Stage 2: Garden creation workshops
From November 20th to December 11th, the program entered its second stage with garden creation workshops at the aforementioned schools and community centers. Each garden was built to meet the specific needs of each group and took full advantage of available land, including vertical space and rooftops.
All of the students, teachers and parents who had previously participated in the induction workshops, came together again to build their respective fruit and vegetable gardens. Tasks included cleaning up the area of non-essential debris, pruning trees, putting together planter boxes, mixing substrate and planting seeds. In several cases where gardens were planted directly onto the school grounds, students worked with a carpenter to set up a perimeter fence, built from recycled wood pallets. Whenever possible, planters were also fashioned from recycled materials such as plastic liter bottles and used tires.
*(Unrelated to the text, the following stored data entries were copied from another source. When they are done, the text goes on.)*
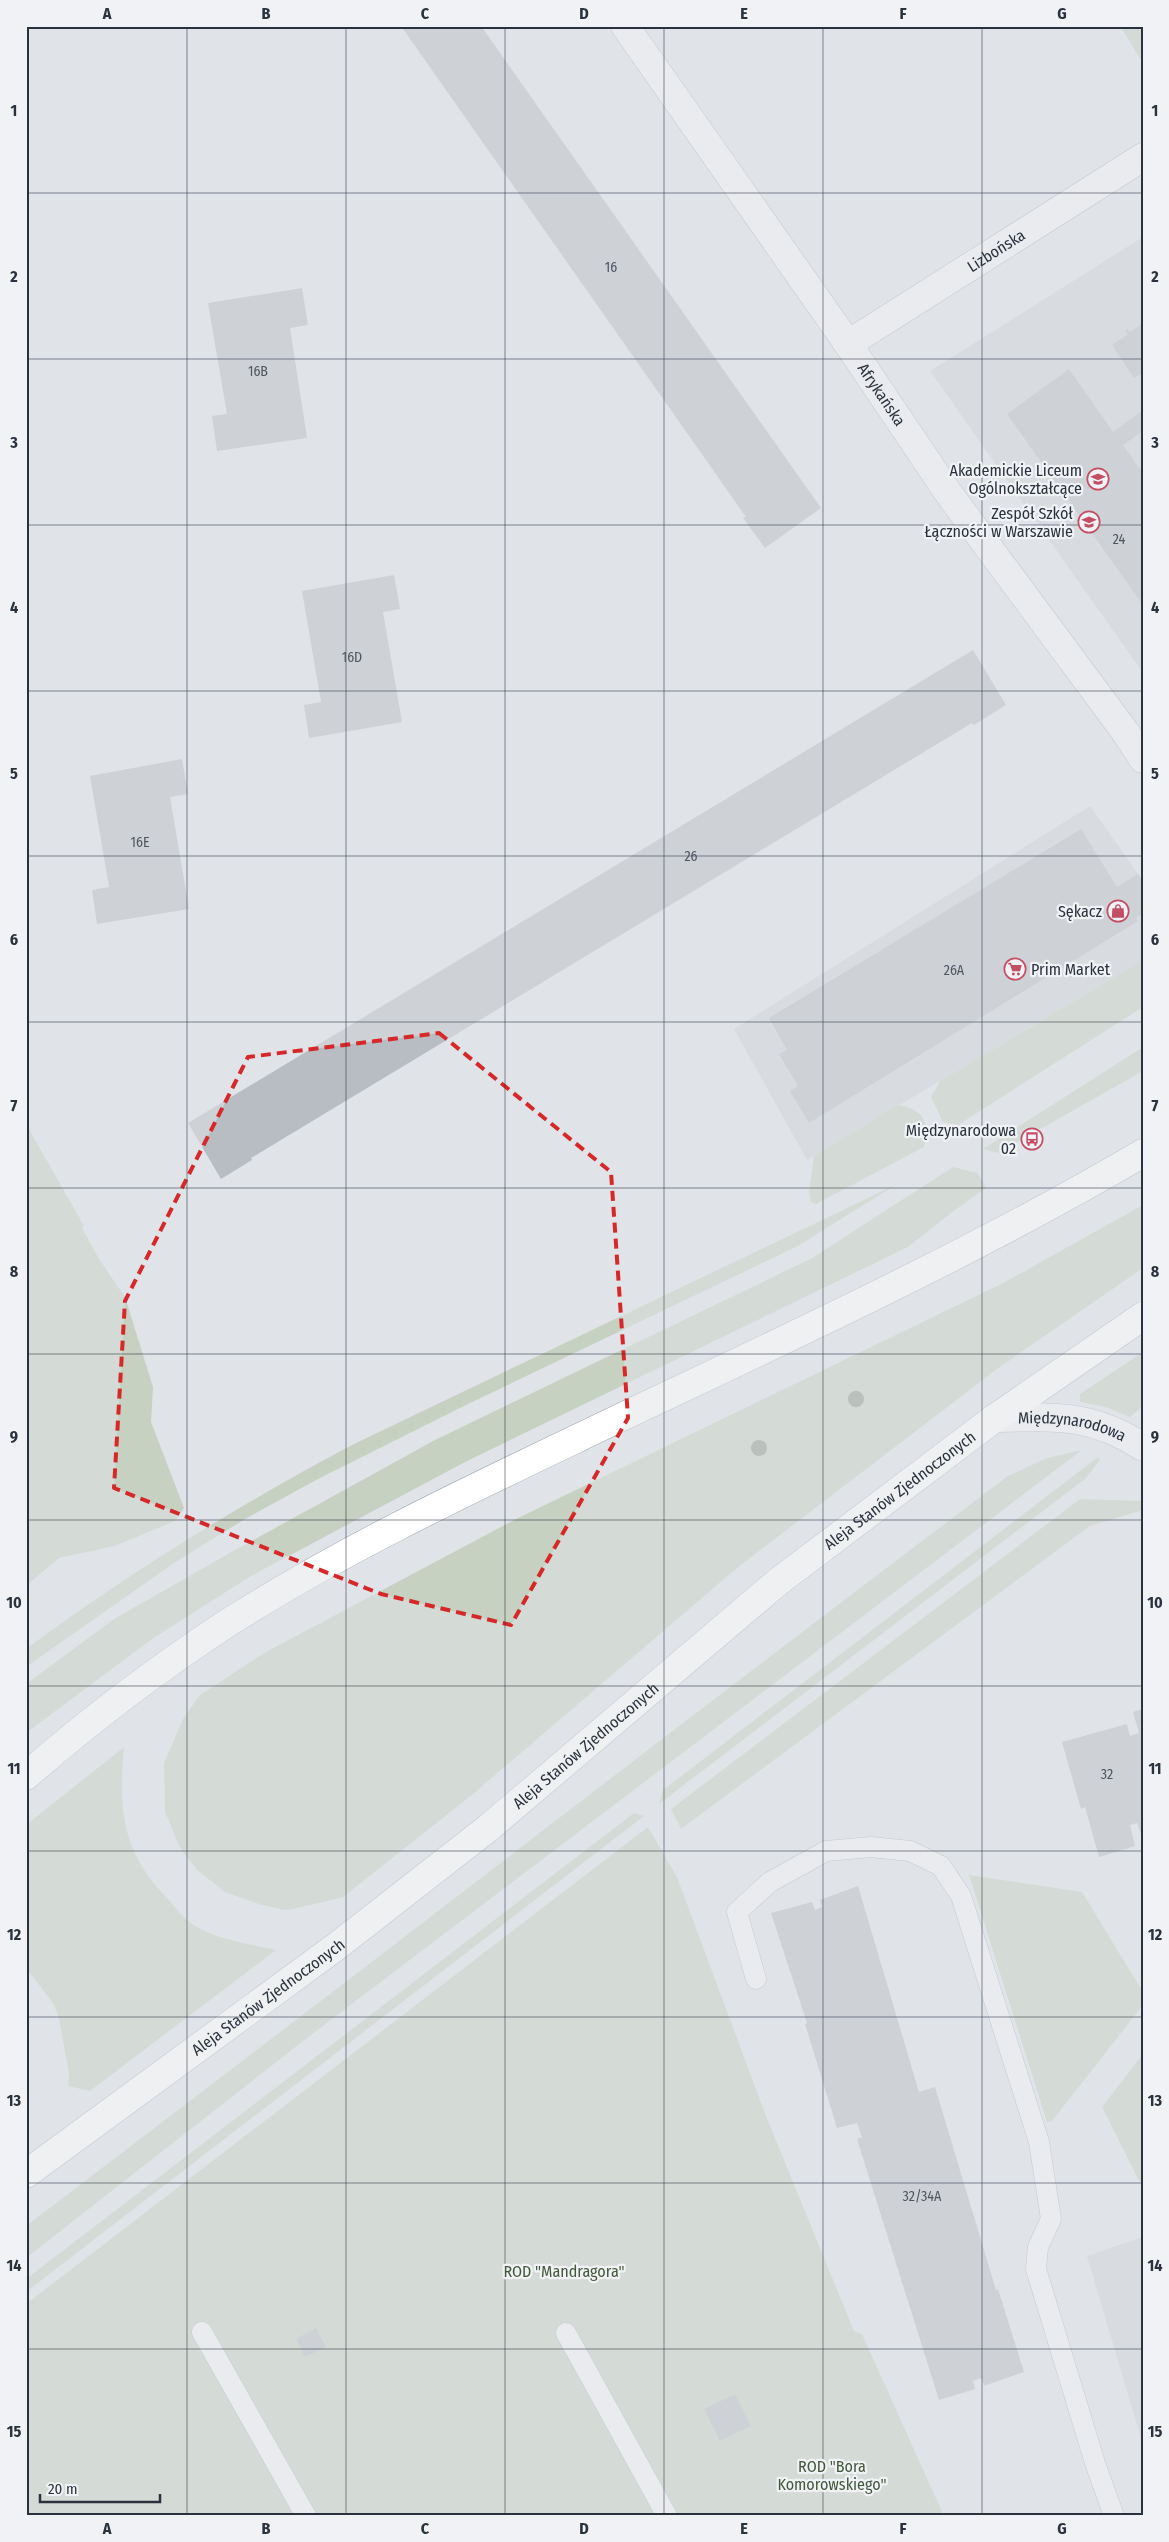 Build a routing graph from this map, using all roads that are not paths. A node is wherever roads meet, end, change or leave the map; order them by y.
1 (625, 26) edge
2 (1143, 157) edge
3 (848, 344) junction
4 (1143, 759) edge
5 (1143, 1153) edge
6 (1143, 1316) edge
7 (995, 1418) junction
8 (1143, 1447) edge
9 (26, 1776) edge
10 (756, 1980) dead end
11 (26, 2174) edge
12 (202, 2332) dead end
13 (566, 2333) dead end
14 (306, 2516) edge
15 (667, 2516) edge
16 (1114, 2516) edge

1 - 3 street, Afrykańska
2 - 3 street, Lizbońska
3 - 4 street, Afrykańska
5 - 9 main road
6 - 7 main road, Aleja Stanów Zjednoczonych
7 - 8 street, Międzynarodowa
7 - 11 main road, Aleja Stanów Zjednoczonych
10 - 16 lane
12 - 14 lane
13 - 15 lane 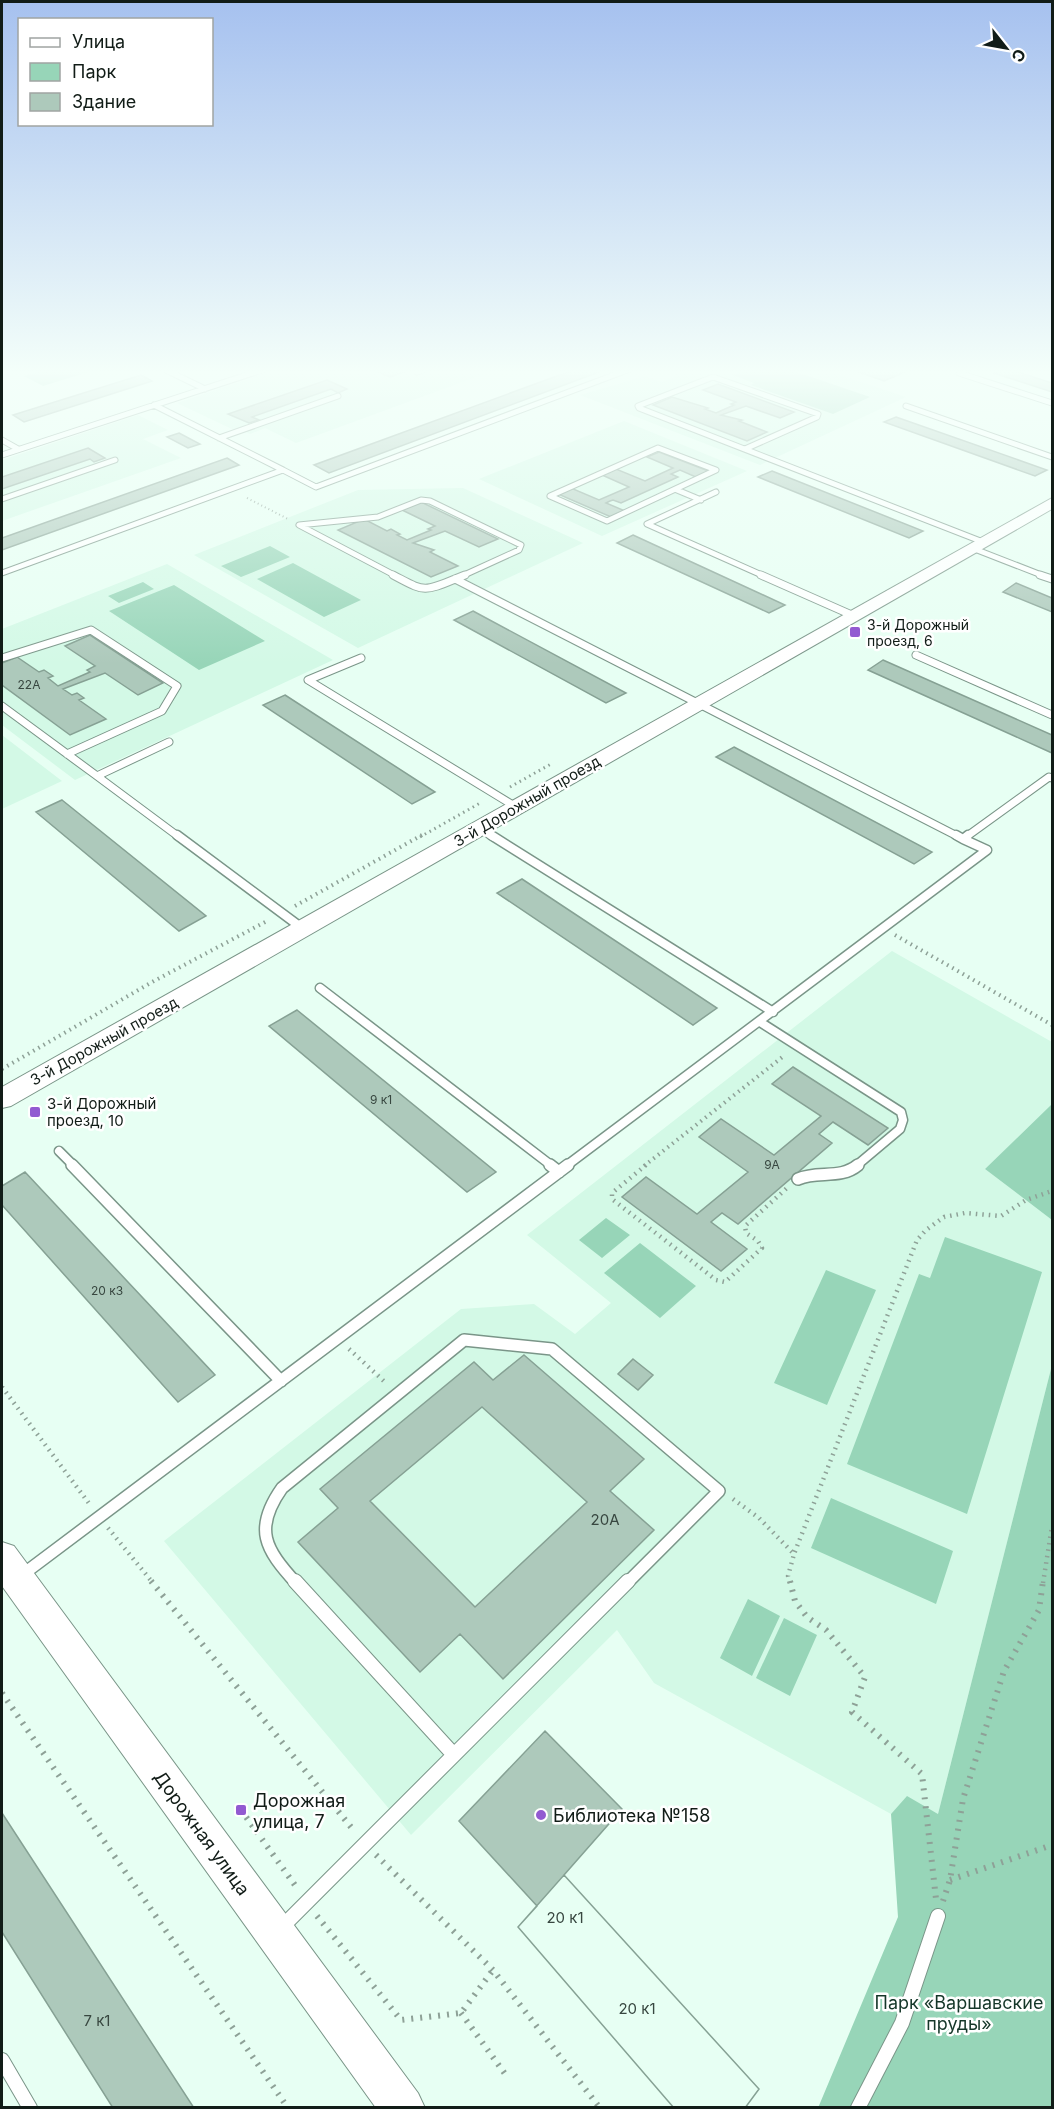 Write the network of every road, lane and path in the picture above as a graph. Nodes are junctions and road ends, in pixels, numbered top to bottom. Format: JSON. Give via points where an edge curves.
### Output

Among the delicious fruits, vegetables, and aromatic seeds planted were; passion fruit, melon, squash, coconut, cherry, tomato, onion, leek, green bean, eggplant, ginger, garlic, pepper, celery, spinach, okra, beet, carrot, radish, cucumber, lettuce, cilantro, chili, rosemary, parsley, basil, oregano, peppermint and pennyroyal. In some cases, ornamentals were also planted such as bromeliads, irises, lavender, milkweed huernia, snake plant and sedum.
The program, which to date has provided the materials and instruction to create and maintain gardens in a total of 18 schools and 6 community centers around the country, will continue to expand its reach in 2014. It is offering already established gardens technical workshops aimed at increasing the students’ knowledge base on areas such as pest and pollinators, seed conservation, organic fertilizers and composting, among others.
The Eco-Huertos program will also be working with several families in Las Barreras, Azua establishing program’s first family gardens. GFDD hopes that this particular project will help local families learn sustainable agriculture practices, thus supplementing their diets and at the same time helping to generate income.